In fact, Tokyo Gov. Yuriko Koike has turned three of the public hospitals run by the metropolitan government — Hiroo, Toshima and Ebara — into facilities that only treat coronavirus patients. The 14 public hospitals in Tokyo have dedicated 2,000 of more than 7,000 beds combined to treating COVID-19.
Tokyo is home to 21 national hospitals including 11 operated by Japan Organization of Occupational Health and Safety and five operated by the Japan Community Health Care Organization (JCHO), with the total number of beds coming in at well over 4,000.
But some experts say that JCHO — an independent administrative institution headed by Shigeru Omi, chair of the government’s COVID-19 advisory team — has not been playing its part as the operator of national hospitals, as JCHO’s five hospitals in Tokyo only made 187 beds available for COVID-19 patients — 13% of its total beds — in late August.
In addition, 30% of those beds to treat COVID-19 patients were left unused late last month despite the receipt of large subsidies from the health ministry, says Masahiro Kami, executive director of the Medical Governance Research Institute, a Tokyo-based nongovernmental organization.
An official at JCHO’s headquarters said Tuesday that the number of beds for COVID-19 at its five hospitals in Tokyo has increased from 187 but declined to give a specific number.
The government once floated the sale of hospitals belonging to JCHO’s predecessors but decided to combine them under JCHO, whose main purpose is to be able to deal with unexpected emergencies like the coronavirus pandemic.
Kami thinks that national hospitals like JCHO should set an example by treating a much larger number of COVID-19 patients.
“JCHO was created with the purpose specified in its establishment law of dealing with public health crises,” Kami said. “That means the health minister can demand an increase in beds. But when it became a public health crisis like now, it’s not functioning as it should be at all.”
Instead of pushing national hospitals such as those run by JCHO to take more patients, the government has been keen to have COVID-19 patients be treated at an increasing number of private hospitals. The revision of the infectious disease law in February has allowed prefectures and the central government to effectively order private hospitals to treat more patients.
Amid the shortage of beds for COVID-19, JCHO’s Omi announced late last month that the organization would turn its Tokyo Joyo Hospital into one that would only treat COVID-19 patients, contributing an increase of up to 50 beds by the end of September. Omi added that they have been willing to contribute beds in response to government requests.
But it should be able to do much more, Kami says. Just as highly infectious diseases such as tuberculosis require sequestering patients at designated facilities, it makes more sense to isolate COVID-19 patients at select hospitals like JCHO’s rather than treating a few patients at various hospitals, he added.

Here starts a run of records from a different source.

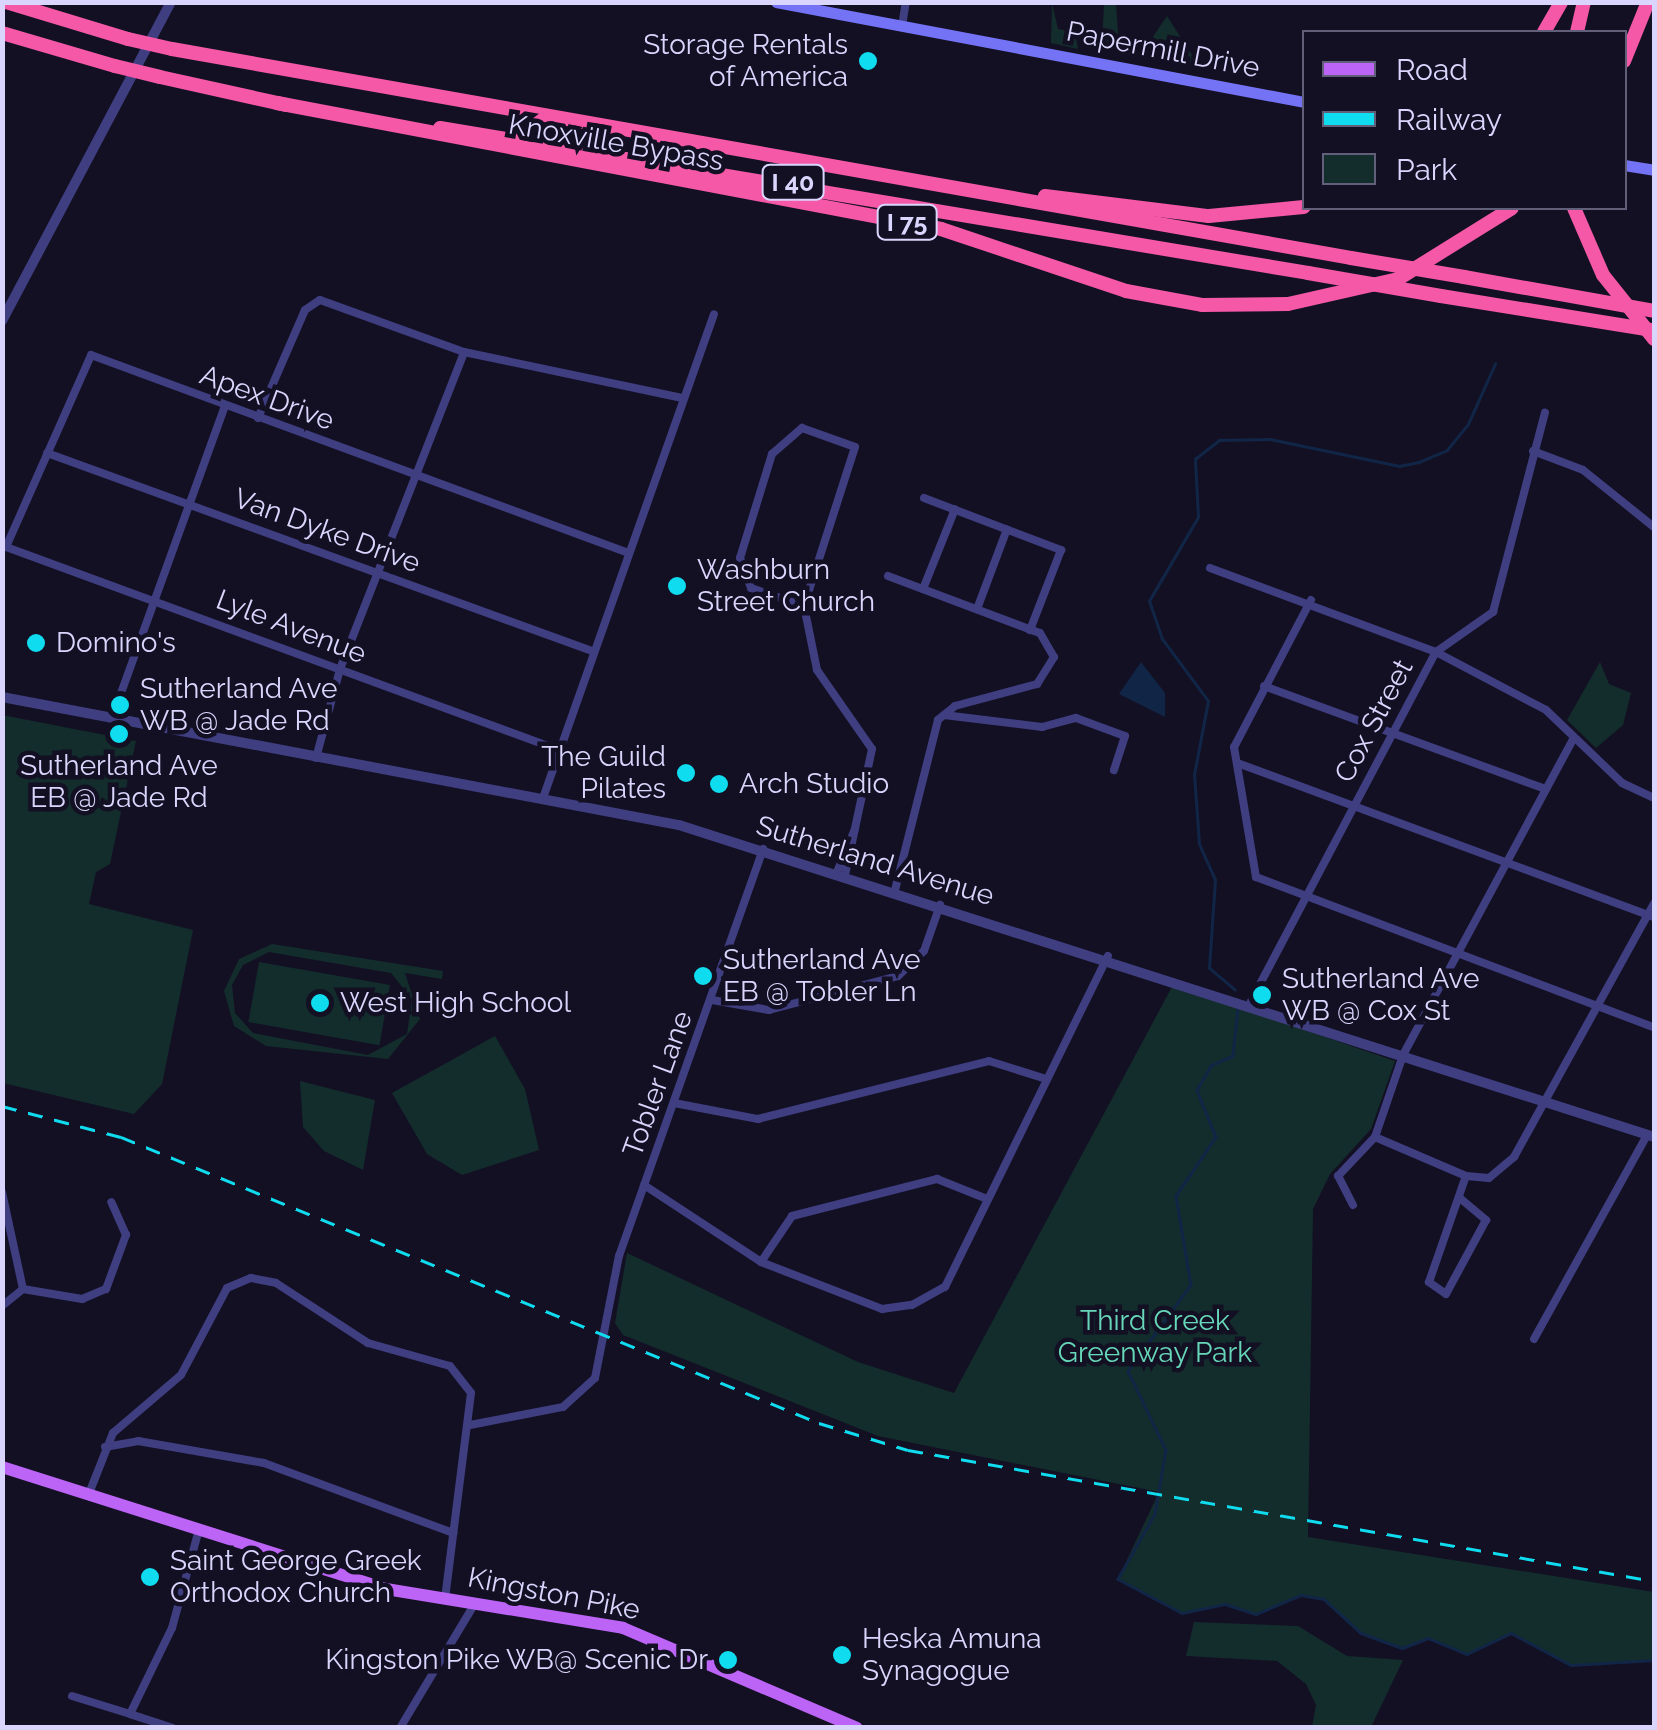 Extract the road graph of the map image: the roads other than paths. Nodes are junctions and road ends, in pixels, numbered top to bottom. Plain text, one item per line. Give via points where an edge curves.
1 (6, 2) edge
2 (171, 2) edge
3 (776, 2) edge
4 (906, 2) edge
5 (1561, 2) edge
6 (1584, 2) edge
7 (1648, 2) edge
8 (902, 26) junction
9 (1545, 30) edge
10 (1577, 30) edge
11 (2, 33) edge
12 (1627, 53) edge
13 (1302, 102) edge
14 (277, 103) junction
15 (1627, 166) edge
16 (1654, 170) edge
17 (935, 183) junction
18 (1302, 207) edge
19 (1509, 210) edge
20 (1575, 210) edge
21 (1654, 311) edge
22 (714, 314) dead end
23 (2, 321) edge
24 (1654, 331) edge
25 (1654, 339) edge
26 (464, 352) junction
27 (682, 398) junction
28 (224, 408) junction
29 (1545, 413) dead end
30 (258, 418) junction
31 (1533, 451) junction
32 (47, 453) junction
33 (416, 475) junction
34 (924, 498) dead end
35 (185, 504) junction
36 (955, 509) junction
37 (1654, 527) edge
38 (1007, 529) junction
39 (6, 546) joint
40 (626, 552) junction
41 (1210, 568) dead end
42 (378, 573) junction
43 (888, 576) dead end
44 (923, 589) junction
45 (150, 598) junction
46 (1311, 600) junction
47 (804, 606) junction
48 (977, 609) junction
49 (1030, 630) junction
50 (592, 650) junction
51 (1436, 652) junction
52 (340, 669) junction
53 (1264, 686) junction
54 (2, 697) edge
55 (944, 716) junction
56 (112, 718) junction
57 (1395, 733) junction
58 (1574, 738) junction
59 (559, 750) junction
60 (316, 758) junction
61 (1240, 764) junction
62 (1114, 770) dead end
63 (1546, 789) junction
64 (543, 798) junction
65 (1654, 798) edge
66 (1355, 806) junction
67 (763, 849) junction
68 (1505, 866) junction
69 (841, 874) junction
70 (895, 890) junction
71 (1304, 900) junction
72 (1654, 904) edge
73 (940, 905) junction
74 (1652, 916) edge
75 (1459, 954) junction
76 (1108, 956) junction
77 (712, 1000) junction
78 (1251, 1001) junction
79 (1597, 1008) junction
80 (1654, 1027) edge
81 (1402, 1055) junction
82 (1046, 1079) junction
83 (674, 1102) junction
84 (1544, 1104) junction
85 (1651, 1136) edge
86 (1375, 1137) junction
87 (1466, 1176) junction
88 (644, 1185) junction
89 (2, 1192) edge
90 (1461, 1199) junction
91 (987, 1200) junction
92 (111, 1202) dead end
93 (1353, 1206) dead end
94 (5, 1245) edge
95 (761, 1262) junction
96 (23, 1290) junction
97 (2, 1306) edge
98 (1534, 1339) dead end
99 (130, 1418) junction
100 (470, 1426) junction
101 (138, 1441) junction
102 (105, 1447) junction
103 (2, 1467) edge
104 (88, 1496) junction
105 (453, 1533) junction
106 (198, 1534) junction
107 (445, 1599) junction
108 (475, 1603) junction
109 (72, 1696) dead end
110 (130, 1714) junction
111 (172, 1728) edge
112 (400, 1728) edge
113 (857, 1728) edge

1 - 17 highway, I 40, bridge via 172,50
2 - 23 street
3 - 8 main road, Papermill Drive
4 - 8 street
5 - 9 highway
6 - 10 highway
7 - 12 highway
8 - 13 main road, Papermill Drive
11 - 14 highway, I 40, bridge
14 - 19 highway, Knoxville Bypass / I 75 via 941,229 1126,292 1202,305 1288,304 1398,278
14 - 24 highway, I 40, bridge
15 - 16 main road
17 - 18 highway, I 75 via 1209,216
17 - 21 highway, I 40, bridge
20 - 25 highway, bridge via 1602,274
22 - 27 street
26 - 27 street
26 - 30 street via 320,300 305,310
26 - 33 street
27 - 40 street
28 - 30 street, Apex Drive
28 - 32 street, Apex Drive via 90,355
28 - 35 street
29 - 31 street, Cox Street
30 - 33 street, Apex Drive
31 - 37 street via 1583,470
31 - 51 street, Cox Street via 1493,612
32 - 35 street, Van Dyke Drive
32 - 39 street, Apex Drive
33 - 40 street, Apex Drive
33 - 42 street
34 - 36 street
35 - 42 street, Van Dyke Drive
35 - 45 street
36 - 38 street
36 - 44 street
38 - 48 street
38 - 49 street via 1061,550
39 - 45 street, Lyle Avenue
40 - 50 street
41 - 46 street
42 - 50 street, Van Dyke Drive
42 - 52 street
43 - 44 street
44 - 48 street
45 - 52 street, Lyle Avenue
45 - 56 street
46 - 51 street
46 - 53 street
47 - 47 street via 855,447 802,428 772,454 740,558 751,588
47 - 69 street via 817,670 872,750
48 - 49 street
49 - 55 street via 1051,647 1046,679
50 - 59 street
51 - 57 street, Cox Street
51 - 58 street via 1546,710
52 - 59 street, Lyle Avenue
52 - 60 street
53 - 57 street
53 - 61 street via 1235,740
54 - 56 street, Sutherland Avenue
55 - 62 street via 1042,726 1076,718 1125,736
55 - 70 street via 932,730 930,776
56 - 60 street, Sutherland Avenue
57 - 63 street
57 - 66 street, Cox Street
58 - 63 street
58 - 65 street via 1622,784
59 - 64 street
60 - 64 street, Sutherland Avenue
61 - 66 street
61 - 71 street via 1256,877
63 - 68 street
64 - 67 street, Sutherland Avenue
66 - 68 street
66 - 71 street, Cox Street
67 - 69 street, Sutherland Avenue
67 - 77 street, Tobler Lane
68 - 74 street
68 - 75 street
69 - 70 street, Sutherland Avenue
70 - 73 street, Sutherland Avenue
71 - 75 street
71 - 78 street, Cox Street
72 - 74 street
73 - 76 street, Sutherland Avenue
73 - 77 street via 924,950 898,976 769,1010
74 - 79 street
75 - 79 street
75 - 81 street
76 - 78 street, Sutherland Avenue
76 - 82 street
77 - 83 street, Tobler Lane
78 - 81 street, Sutherland Avenue
79 - 80 street
79 - 84 street
81 - 84 street, Sutherland Avenue
81 - 86 street
82 - 83 street via 989,1061 758,1119
82 - 91 street
83 - 88 street, Tobler Lane
84 - 85 street, Sutherland Avenue
84 - 87 street via 1500,1172
85 - 98 street
86 - 87 street
86 - 93 street via 1338,1176
87 - 90 street
88 - 95 street
88 - 100 street, Tobler Lane via 619,1256 606,1337 579,1399
89 - 94 street
90 - 90 street via 1429,1282 1435,1292 1446,1294 1486,1220
91 - 95 street via 937,1179 792,1216
91 - 95 street via 946,1287 912,1305 882,1309
92 - 96 street via 126,1235 106,1290 82,1299
94 - 96 street
96 - 97 street
99 - 100 street via 181,1375 211,1308 250,1278 298,1290 368,1344 450,1366 471,1393
99 - 101 street
99 - 102 street
100 - 105 street
101 - 102 street
101 - 105 street via 264,1463
102 - 104 street
103 - 104 main road, Kingston Pike
104 - 106 main road, Kingston Pike
105 - 107 street
106 - 107 main road, Kingston Pike
106 - 110 street via 172,1628
107 - 108 main road, Kingston Pike
108 - 112 street
108 - 113 main road, Kingston Pike via 622,1628
109 - 110 street
110 - 111 street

“Distributing patients across various hospitals when their treatment should be concentrated in select hospitals is a practice that’s not adopted in any other country,” Kami said. “That’s the reason why new infections and seriously ill patients are lower in Japan and yet it’s on the brink of a medical collapse.”
Despite daily new cases in Tokyo coming in below 2,000 for a 10th straight day on Tuesday and more than half of the country’s residents being fully vaccinated, about 1% of cases typically lead to severe illness and require treatment with a ventilator or extracorporeal membrane oxygenation machine.
About 40% of those patients remain connected to an ECMO machine for two weeks or more, resulting in the shortage of beds for seriously ill patients, Masataka Inokuchi, vice president of the Tokyo Medical Association, told the metropolitan government’s weekly monitoring meeting on Thursday.
“The medical care services including emergency care and regular medicine have continued to face pressure, and if the new infection numbers turn higher again, we would face a critical situation,” he said.